** Data shown **
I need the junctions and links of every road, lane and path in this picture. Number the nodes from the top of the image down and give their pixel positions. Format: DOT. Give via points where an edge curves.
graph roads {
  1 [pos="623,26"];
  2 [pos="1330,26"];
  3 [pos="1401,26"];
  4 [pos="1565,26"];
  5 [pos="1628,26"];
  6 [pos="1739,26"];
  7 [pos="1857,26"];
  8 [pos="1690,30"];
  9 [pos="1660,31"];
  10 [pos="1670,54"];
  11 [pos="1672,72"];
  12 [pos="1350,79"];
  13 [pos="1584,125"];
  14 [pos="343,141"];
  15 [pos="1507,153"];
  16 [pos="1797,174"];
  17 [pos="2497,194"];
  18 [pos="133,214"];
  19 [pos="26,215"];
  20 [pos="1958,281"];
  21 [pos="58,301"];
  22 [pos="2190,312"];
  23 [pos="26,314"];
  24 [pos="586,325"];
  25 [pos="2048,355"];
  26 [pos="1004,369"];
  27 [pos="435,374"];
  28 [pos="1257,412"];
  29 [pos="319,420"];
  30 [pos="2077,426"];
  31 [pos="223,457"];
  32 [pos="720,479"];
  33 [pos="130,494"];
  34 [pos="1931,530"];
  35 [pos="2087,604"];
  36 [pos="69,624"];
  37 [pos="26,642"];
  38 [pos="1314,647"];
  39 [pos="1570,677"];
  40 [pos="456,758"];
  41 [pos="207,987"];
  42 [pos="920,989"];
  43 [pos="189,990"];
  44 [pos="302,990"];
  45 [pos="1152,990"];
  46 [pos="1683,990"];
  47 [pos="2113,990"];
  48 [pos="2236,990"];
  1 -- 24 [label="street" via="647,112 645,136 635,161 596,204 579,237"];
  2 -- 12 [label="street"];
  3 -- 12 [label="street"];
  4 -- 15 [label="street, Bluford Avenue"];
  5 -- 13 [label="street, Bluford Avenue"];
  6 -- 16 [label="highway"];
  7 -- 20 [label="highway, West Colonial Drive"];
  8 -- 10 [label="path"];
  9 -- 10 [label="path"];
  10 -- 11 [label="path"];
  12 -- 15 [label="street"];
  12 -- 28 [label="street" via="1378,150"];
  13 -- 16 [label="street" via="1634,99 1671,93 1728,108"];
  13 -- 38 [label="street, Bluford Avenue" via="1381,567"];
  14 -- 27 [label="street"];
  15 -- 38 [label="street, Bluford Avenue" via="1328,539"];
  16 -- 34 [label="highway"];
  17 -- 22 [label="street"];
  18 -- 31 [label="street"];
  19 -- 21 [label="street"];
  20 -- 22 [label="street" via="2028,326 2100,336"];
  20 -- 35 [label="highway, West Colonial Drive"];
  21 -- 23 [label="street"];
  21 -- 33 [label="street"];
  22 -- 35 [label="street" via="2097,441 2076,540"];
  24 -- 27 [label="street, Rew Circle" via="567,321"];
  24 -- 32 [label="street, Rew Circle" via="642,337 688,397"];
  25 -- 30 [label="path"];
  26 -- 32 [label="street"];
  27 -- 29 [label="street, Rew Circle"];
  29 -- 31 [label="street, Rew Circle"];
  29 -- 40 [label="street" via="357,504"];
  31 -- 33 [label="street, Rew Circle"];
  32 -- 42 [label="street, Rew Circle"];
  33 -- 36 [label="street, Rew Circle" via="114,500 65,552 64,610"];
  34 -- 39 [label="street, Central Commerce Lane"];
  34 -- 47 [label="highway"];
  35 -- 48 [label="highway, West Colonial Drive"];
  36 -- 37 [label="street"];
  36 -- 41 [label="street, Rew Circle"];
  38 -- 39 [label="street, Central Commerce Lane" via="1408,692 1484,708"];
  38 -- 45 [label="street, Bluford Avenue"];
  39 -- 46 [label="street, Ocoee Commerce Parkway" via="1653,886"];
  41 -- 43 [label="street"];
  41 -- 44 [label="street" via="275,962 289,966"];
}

** What is needed **
Only the lines of the data holding the string "Circle" are wanted; copy each of them.

** Answer below **
  24 -- 27 [label="street, Rew Circle" via="567,321"];
  24 -- 32 [label="street, Rew Circle" via="642,337 688,397"];
  27 -- 29 [label="street, Rew Circle"];
  29 -- 31 [label="street, Rew Circle"];
  31 -- 33 [label="street, Rew Circle"];
  32 -- 42 [label="street, Rew Circle"];
  33 -- 36 [label="street, Rew Circle" via="114,500 65,552 64,610"];
  36 -- 41 [label="street, Rew Circle"];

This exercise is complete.